La loi française EGAlim a acté en novembre 2019 et pour une durée de deux ans, la mise en place à titre expérimental d’un menu végétarien dans la restauration scolaire au moins une fois par semaine.

Afin d’évaluer l’effet de la loi, la Direction générale de la Santé et la Direction Générale de l’Alimentation ont interrogé L’ANSES (Agence nationale de sécurité sanitaire de l’alimentation) pour définir :

1) l’impact de l’introduction de menus sans viande ni poisson sur les apports nutritionnels d’un enfant scolarisé en école primaire ;

2) des fréquences hebdomadaires recommandées (maximales ou minimales) pour les plats végétariens.
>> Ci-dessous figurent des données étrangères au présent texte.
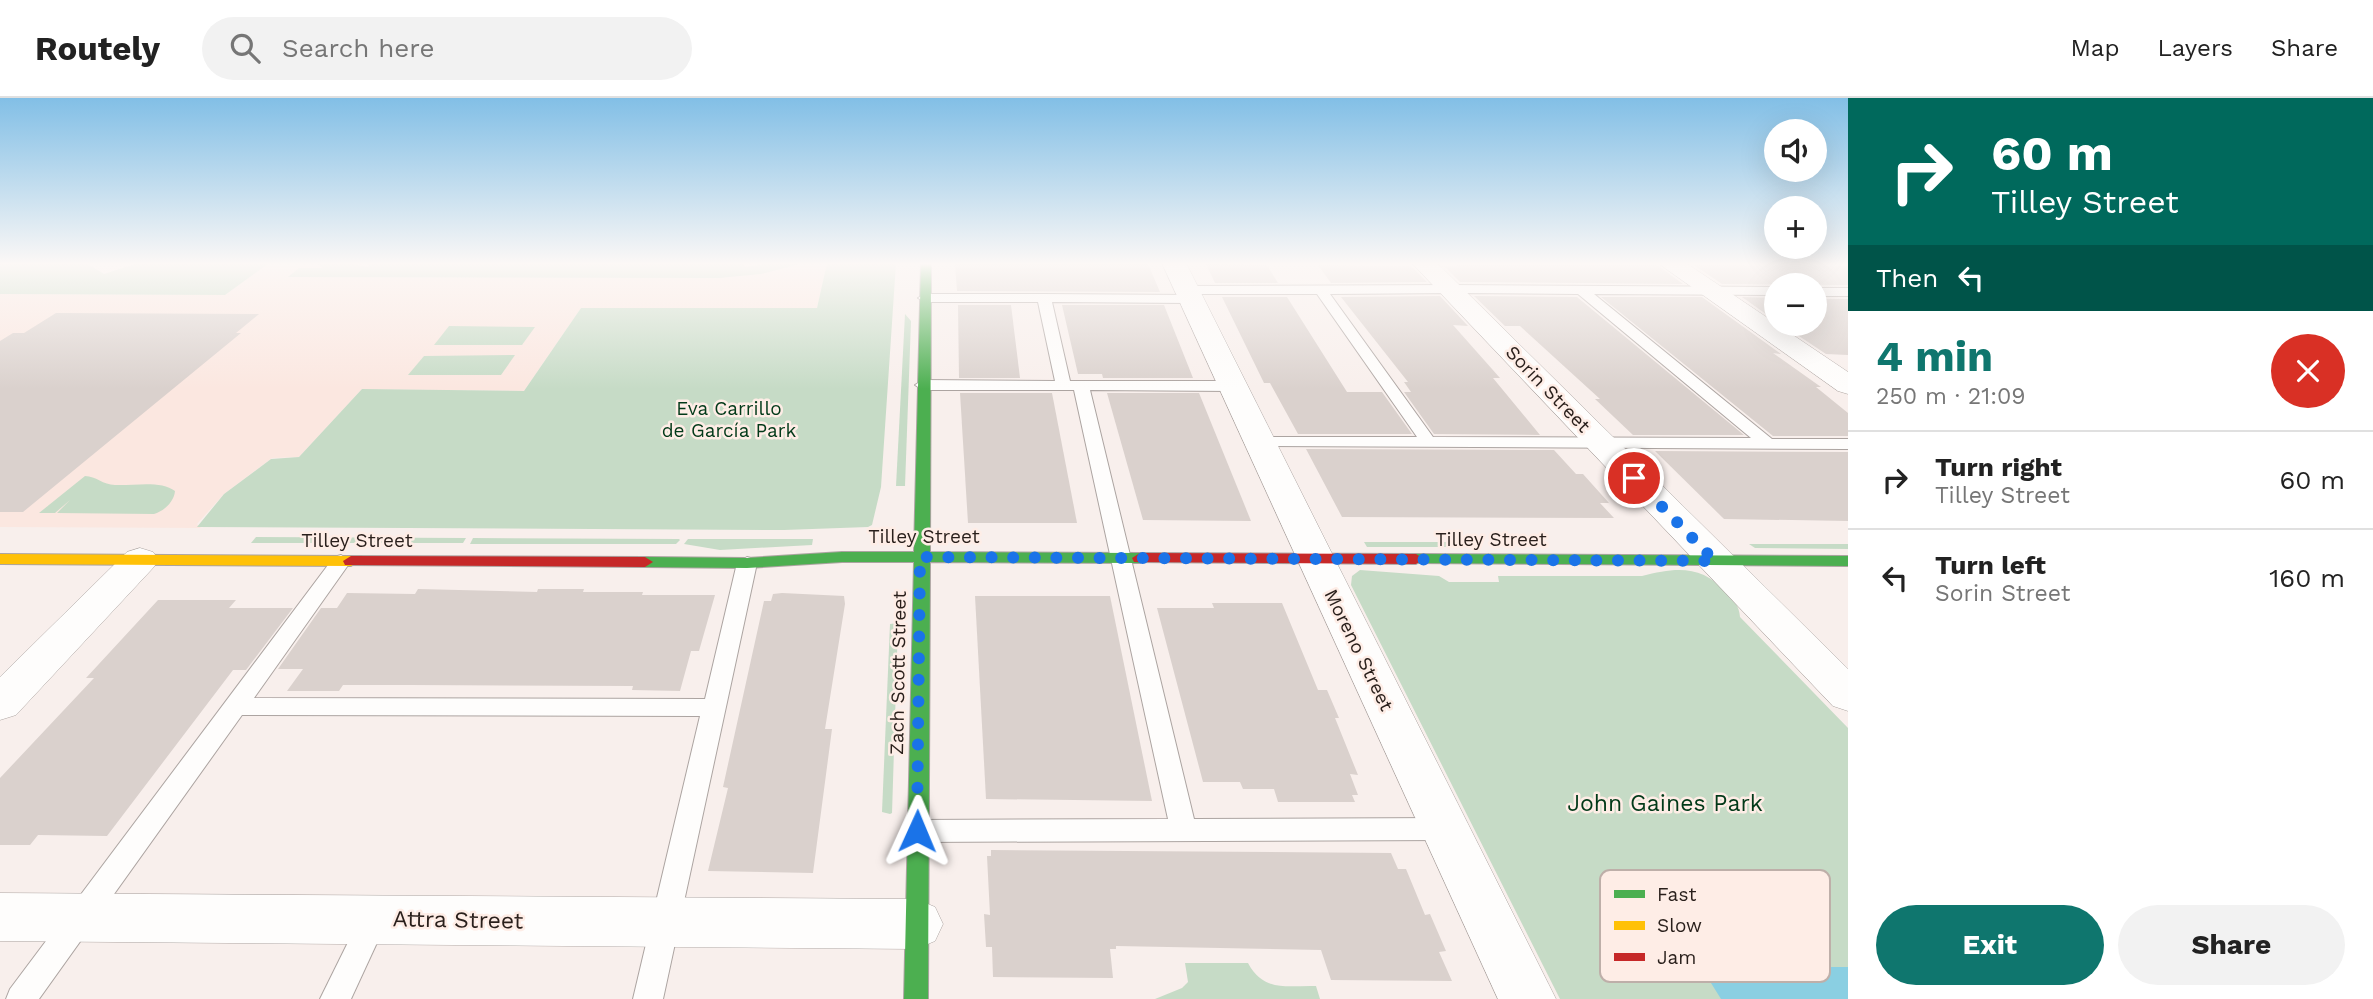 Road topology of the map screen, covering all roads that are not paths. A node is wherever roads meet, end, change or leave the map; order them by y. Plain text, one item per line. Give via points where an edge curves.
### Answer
1 (925, 305) edge
2 (1046, 305) edge
3 (1193, 305) edge
4 (1331, 305) edge
5 (1466, 305) edge
6 (1600, 305) edge
7 (1731, 305) edge
8 (923, 385) junction
9 (1072, 385) junction
10 (1848, 385) edge
11 (1232, 386) junction
12 (1259, 441) junction
13 (1428, 441) junction
14 (1600, 442) junction
15 (1767, 443) junction
16 (1848, 444) edge
17 (920, 557) junction
18 (0, 559) edge
19 (1123, 559) junction
20 (1316, 559) junction
21 (140, 560) junction
22 (341, 561) junction
23 (1715, 561) junction
24 (1848, 561) edge
25 (747, 563) junction
26 (1848, 695) edge
27 (0, 705) edge
28 (236, 706) junction
29 (714, 708) junction
30 (1445, 830) junction
31 (917, 831) junction
32 (1184, 831) junction
33 (0, 917) edge
34 (81, 917) junction
35 (374, 919) junction
36 (665, 921) junction
37 (916, 924) junction
38 (21, 999) edge
39 (335, 999) edge
40 (648, 999) edge
41 (916, 999) edge
42 (1527, 999) edge

1 - 8 street, Zach Scott Street
2 - 9 lane
3 - 11 street, Moreno Street
4 - 13 lane
5 - 14 street, Sorin Street
6 - 15 lane
7 - 10 street
8 - 9 lane
8 - 17 street, Zach Scott Street
9 - 11 lane
9 - 19 lane
11 - 12 street, Moreno Street
12 - 13 lane
12 - 20 street, Moreno Street
13 - 14 lane
14 - 15 lane
14 - 23 street, Sorin Street
15 - 16 lane
17 - 19 street, Tilley Street
17 - 25 street, Tilley Street
17 - 31 street, Zach Scott Street
18 - 21 street, Tilley Street
19 - 20 street, Tilley Street
19 - 32 lane
20 - 23 street, Tilley Street
20 - 30 street, Moreno Street
21 - 22 street, Tilley Street
21 - 27 street
22 - 25 street, Tilley Street
22 - 28 lane
23 - 24 street, Tilley Street
23 - 26 street, Sorin Street
25 - 29 lane
28 - 29 lane
28 - 34 lane
29 - 36 lane
30 - 32 lane
30 - 42 street, Moreno Street
31 - 32 lane
31 - 37 street, Zach Scott Street
33 - 34 street, Attra Street
34 - 35 street, Attra Street
34 - 38 lane
35 - 36 street, Attra Street
35 - 39 lane
36 - 37 street, Attra Street
36 - 40 lane
37 - 41 street, Zach Scott Street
Dans sa première réponse, l’Agence indique qu’un menu végétarien hebdomadaire en restauration scolaire peut contribuer à la couverture de l’ensemble des besoins nutritionnels des enfants, à la condition qu’il soit équilibré et que l’offre végétarienne prenne mieux en compte l’intérêt des apports en légumineuses et en céréales complètes.

Dans sa seconde réponse, l’Agence souligne que l’augmentation du nombre de menus sans viande ni poisson, sous réserve de la condition évoquée ci-dessus, ne modifie pas l’équilibre nutritionnel des enfants. Il n’est donc pas pertinent de proposer une fréquence maximale de tels menus.

Pour parvenir à ce résultat, l’Agence a comparé des compositions de menus végétariens et non végétariens proposés dans les cantines scolaires d’une part, et simulé l’évolution des apports nutritionnels suite à l’introduction de menus végétariens d’autre part.